[The input — start]
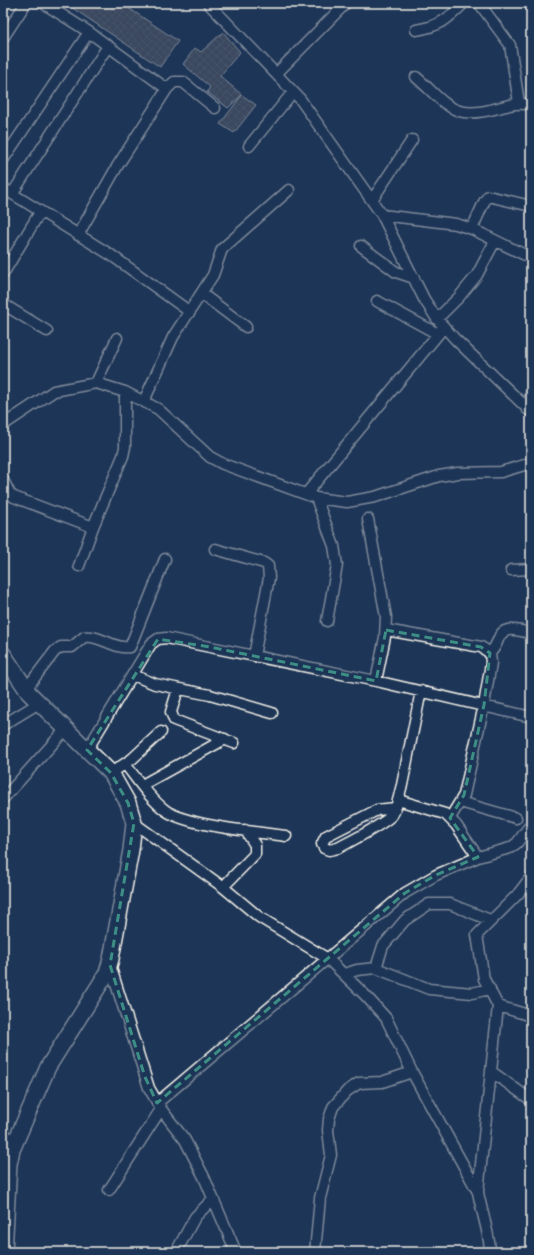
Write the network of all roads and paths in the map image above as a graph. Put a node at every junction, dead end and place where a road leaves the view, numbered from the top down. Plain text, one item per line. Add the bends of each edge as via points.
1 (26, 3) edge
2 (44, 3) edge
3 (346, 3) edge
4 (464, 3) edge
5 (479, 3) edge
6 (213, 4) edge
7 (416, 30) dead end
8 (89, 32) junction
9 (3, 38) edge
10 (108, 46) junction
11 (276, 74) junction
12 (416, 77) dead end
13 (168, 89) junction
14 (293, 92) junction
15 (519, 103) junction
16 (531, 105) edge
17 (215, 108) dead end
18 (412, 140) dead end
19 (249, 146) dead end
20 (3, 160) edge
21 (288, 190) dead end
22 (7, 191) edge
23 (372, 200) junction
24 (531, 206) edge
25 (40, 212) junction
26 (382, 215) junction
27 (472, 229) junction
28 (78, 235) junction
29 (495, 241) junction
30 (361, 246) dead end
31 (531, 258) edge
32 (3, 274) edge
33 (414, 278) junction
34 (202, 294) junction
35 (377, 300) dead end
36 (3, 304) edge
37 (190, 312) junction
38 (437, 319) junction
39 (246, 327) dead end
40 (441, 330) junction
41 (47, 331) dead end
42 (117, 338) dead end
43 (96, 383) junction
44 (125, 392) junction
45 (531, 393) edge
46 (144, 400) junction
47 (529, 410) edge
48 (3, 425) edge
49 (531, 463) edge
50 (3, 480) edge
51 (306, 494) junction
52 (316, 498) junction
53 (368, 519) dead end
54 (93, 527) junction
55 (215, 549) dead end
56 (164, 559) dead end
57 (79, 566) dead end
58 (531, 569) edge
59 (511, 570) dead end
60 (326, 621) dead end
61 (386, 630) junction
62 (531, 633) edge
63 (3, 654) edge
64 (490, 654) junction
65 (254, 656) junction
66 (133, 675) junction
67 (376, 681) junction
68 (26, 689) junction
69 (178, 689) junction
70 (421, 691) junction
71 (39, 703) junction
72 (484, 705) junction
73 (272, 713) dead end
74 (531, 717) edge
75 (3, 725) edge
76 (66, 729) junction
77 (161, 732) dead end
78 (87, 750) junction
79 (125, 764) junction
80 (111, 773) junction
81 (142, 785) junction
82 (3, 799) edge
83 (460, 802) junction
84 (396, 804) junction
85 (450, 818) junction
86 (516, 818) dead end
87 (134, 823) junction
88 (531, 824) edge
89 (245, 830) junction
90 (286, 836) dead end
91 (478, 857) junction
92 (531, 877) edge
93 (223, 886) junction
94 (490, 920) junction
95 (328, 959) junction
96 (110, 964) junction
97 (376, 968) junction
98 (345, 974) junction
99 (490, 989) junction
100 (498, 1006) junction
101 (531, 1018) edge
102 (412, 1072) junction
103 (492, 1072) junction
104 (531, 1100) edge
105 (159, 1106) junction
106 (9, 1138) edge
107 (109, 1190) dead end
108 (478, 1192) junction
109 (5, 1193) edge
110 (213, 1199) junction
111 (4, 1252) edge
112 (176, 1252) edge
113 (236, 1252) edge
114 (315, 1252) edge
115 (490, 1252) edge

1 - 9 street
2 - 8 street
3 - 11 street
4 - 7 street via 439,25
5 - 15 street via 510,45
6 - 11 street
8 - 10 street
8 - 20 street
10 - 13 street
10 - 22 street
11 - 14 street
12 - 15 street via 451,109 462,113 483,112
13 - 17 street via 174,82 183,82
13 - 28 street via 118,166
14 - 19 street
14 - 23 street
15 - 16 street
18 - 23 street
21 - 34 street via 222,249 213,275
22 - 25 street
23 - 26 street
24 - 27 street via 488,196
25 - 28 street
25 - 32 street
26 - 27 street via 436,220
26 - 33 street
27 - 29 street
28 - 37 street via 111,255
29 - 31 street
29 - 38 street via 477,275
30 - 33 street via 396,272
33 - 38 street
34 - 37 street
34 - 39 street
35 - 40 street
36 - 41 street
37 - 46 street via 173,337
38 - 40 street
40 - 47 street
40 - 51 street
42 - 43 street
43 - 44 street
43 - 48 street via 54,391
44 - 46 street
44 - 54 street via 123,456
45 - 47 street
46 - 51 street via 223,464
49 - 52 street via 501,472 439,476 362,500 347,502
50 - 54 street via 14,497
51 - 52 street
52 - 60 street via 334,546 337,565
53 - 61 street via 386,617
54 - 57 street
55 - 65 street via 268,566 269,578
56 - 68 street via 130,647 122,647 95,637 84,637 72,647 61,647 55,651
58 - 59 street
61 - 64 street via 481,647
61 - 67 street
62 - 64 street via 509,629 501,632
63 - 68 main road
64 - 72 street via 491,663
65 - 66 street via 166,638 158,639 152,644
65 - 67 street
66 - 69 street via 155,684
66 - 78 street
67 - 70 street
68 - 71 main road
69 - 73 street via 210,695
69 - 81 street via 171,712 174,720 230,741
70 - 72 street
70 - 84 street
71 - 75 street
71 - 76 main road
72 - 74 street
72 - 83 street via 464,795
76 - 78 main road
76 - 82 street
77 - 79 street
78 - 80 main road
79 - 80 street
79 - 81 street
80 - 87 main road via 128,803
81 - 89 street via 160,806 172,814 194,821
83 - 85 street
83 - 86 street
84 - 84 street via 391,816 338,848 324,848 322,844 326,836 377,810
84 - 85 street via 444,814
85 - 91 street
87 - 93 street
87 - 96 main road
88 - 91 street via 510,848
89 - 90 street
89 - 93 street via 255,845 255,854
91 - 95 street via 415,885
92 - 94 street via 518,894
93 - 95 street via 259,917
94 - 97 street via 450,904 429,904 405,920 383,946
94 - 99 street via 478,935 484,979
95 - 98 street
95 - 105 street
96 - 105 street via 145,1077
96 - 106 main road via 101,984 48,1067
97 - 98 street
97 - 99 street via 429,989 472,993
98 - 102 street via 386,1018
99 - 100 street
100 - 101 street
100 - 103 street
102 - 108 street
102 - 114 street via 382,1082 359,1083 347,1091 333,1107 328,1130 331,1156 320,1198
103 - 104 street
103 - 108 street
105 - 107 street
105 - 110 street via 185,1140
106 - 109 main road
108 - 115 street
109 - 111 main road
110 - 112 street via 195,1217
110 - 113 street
[The input — finish]
Your task:
Without the pictures, return the records above exactly as given.

Output of the exercise:
Write the network of all roads and paths in the map image above as a graph. Put a node at every junction, dead end and place where a road leaves the view, numbered from the top down. Plain text, one item per line. Add the bends of each edge as via points.
1 (26, 3) edge
2 (44, 3) edge
3 (346, 3) edge
4 (464, 3) edge
5 (479, 3) edge
6 (213, 4) edge
7 (416, 30) dead end
8 (89, 32) junction
9 (3, 38) edge
10 (108, 46) junction
11 (276, 74) junction
12 (416, 77) dead end
13 (168, 89) junction
14 (293, 92) junction
15 (519, 103) junction
16 (531, 105) edge
17 (215, 108) dead end
18 (412, 140) dead end
19 (249, 146) dead end
20 (3, 160) edge
21 (288, 190) dead end
22 (7, 191) edge
23 (372, 200) junction
24 (531, 206) edge
25 (40, 212) junction
26 (382, 215) junction
27 (472, 229) junction
28 (78, 235) junction
29 (495, 241) junction
30 (361, 246) dead end
31 (531, 258) edge
32 (3, 274) edge
33 (414, 278) junction
34 (202, 294) junction
35 (377, 300) dead end
36 (3, 304) edge
37 (190, 312) junction
38 (437, 319) junction
39 (246, 327) dead end
40 (441, 330) junction
41 (47, 331) dead end
42 (117, 338) dead end
43 (96, 383) junction
44 (125, 392) junction
45 (531, 393) edge
46 (144, 400) junction
47 (529, 410) edge
48 (3, 425) edge
49 (531, 463) edge
50 (3, 480) edge
51 (306, 494) junction
52 (316, 498) junction
53 (368, 519) dead end
54 (93, 527) junction
55 (215, 549) dead end
56 (164, 559) dead end
57 (79, 566) dead end
58 (531, 569) edge
59 (511, 570) dead end
60 (326, 621) dead end
61 (386, 630) junction
62 (531, 633) edge
63 (3, 654) edge
64 (490, 654) junction
65 (254, 656) junction
66 (133, 675) junction
67 (376, 681) junction
68 (26, 689) junction
69 (178, 689) junction
70 (421, 691) junction
71 (39, 703) junction
72 (484, 705) junction
73 (272, 713) dead end
74 (531, 717) edge
75 (3, 725) edge
76 (66, 729) junction
77 (161, 732) dead end
78 (87, 750) junction
79 (125, 764) junction
80 (111, 773) junction
81 (142, 785) junction
82 (3, 799) edge
83 (460, 802) junction
84 (396, 804) junction
85 (450, 818) junction
86 (516, 818) dead end
87 (134, 823) junction
88 (531, 824) edge
89 (245, 830) junction
90 (286, 836) dead end
91 (478, 857) junction
92 (531, 877) edge
93 (223, 886) junction
94 (490, 920) junction
95 (328, 959) junction
96 (110, 964) junction
97 (376, 968) junction
98 (345, 974) junction
99 (490, 989) junction
100 (498, 1006) junction
101 (531, 1018) edge
102 (412, 1072) junction
103 (492, 1072) junction
104 (531, 1100) edge
105 (159, 1106) junction
106 (9, 1138) edge
107 (109, 1190) dead end
108 (478, 1192) junction
109 (5, 1193) edge
110 (213, 1199) junction
111 (4, 1252) edge
112 (176, 1252) edge
113 (236, 1252) edge
114 (315, 1252) edge
115 (490, 1252) edge

1 - 9 street
2 - 8 street
3 - 11 street
4 - 7 street via 439,25
5 - 15 street via 510,45
6 - 11 street
8 - 10 street
8 - 20 street
10 - 13 street
10 - 22 street
11 - 14 street
12 - 15 street via 451,109 462,113 483,112
13 - 17 street via 174,82 183,82
13 - 28 street via 118,166
14 - 19 street
14 - 23 street
15 - 16 street
18 - 23 street
21 - 34 street via 222,249 213,275
22 - 25 street
23 - 26 street
24 - 27 street via 488,196
25 - 28 street
25 - 32 street
26 - 27 street via 436,220
26 - 33 street
27 - 29 street
28 - 37 street via 111,255
29 - 31 street
29 - 38 street via 477,275
30 - 33 street via 396,272
33 - 38 street
34 - 37 street
34 - 39 street
35 - 40 street
36 - 41 street
37 - 46 street via 173,337
38 - 40 street
40 - 47 street
40 - 51 street
42 - 43 street
43 - 44 street
43 - 48 street via 54,391
44 - 46 street
44 - 54 street via 123,456
45 - 47 street
46 - 51 street via 223,464
49 - 52 street via 501,472 439,476 362,500 347,502
50 - 54 street via 14,497
51 - 52 street
52 - 60 street via 334,546 337,565
53 - 61 street via 386,617
54 - 57 street
55 - 65 street via 268,566 269,578
56 - 68 street via 130,647 122,647 95,637 84,637 72,647 61,647 55,651
58 - 59 street
61 - 64 street via 481,647
61 - 67 street
62 - 64 street via 509,629 501,632
63 - 68 main road
64 - 72 street via 491,663
65 - 66 street via 166,638 158,639 152,644
65 - 67 street
66 - 69 street via 155,684
66 - 78 street
67 - 70 street
68 - 71 main road
69 - 73 street via 210,695
69 - 81 street via 171,712 174,720 230,741
70 - 72 street
70 - 84 street
71 - 75 street
71 - 76 main road
72 - 74 street
72 - 83 street via 464,795
76 - 78 main road
76 - 82 street
77 - 79 street
78 - 80 main road
79 - 80 street
79 - 81 street
80 - 87 main road via 128,803
81 - 89 street via 160,806 172,814 194,821
83 - 85 street
83 - 86 street
84 - 84 street via 391,816 338,848 324,848 322,844 326,836 377,810
84 - 85 street via 444,814
85 - 91 street
87 - 93 street
87 - 96 main road
88 - 91 street via 510,848
89 - 90 street
89 - 93 street via 255,845 255,854
91 - 95 street via 415,885
92 - 94 street via 518,894
93 - 95 street via 259,917
94 - 97 street via 450,904 429,904 405,920 383,946
94 - 99 street via 478,935 484,979
95 - 98 street
95 - 105 street
96 - 105 street via 145,1077
96 - 106 main road via 101,984 48,1067
97 - 98 street
97 - 99 street via 429,989 472,993
98 - 102 street via 386,1018
99 - 100 street
100 - 101 street
100 - 103 street
102 - 108 street
102 - 114 street via 382,1082 359,1083 347,1091 333,1107 328,1130 331,1156 320,1198
103 - 104 street
103 - 108 street
105 - 107 street
105 - 110 street via 185,1140
106 - 109 main road
108 - 115 street
109 - 111 main road
110 - 112 street via 195,1217
110 - 113 street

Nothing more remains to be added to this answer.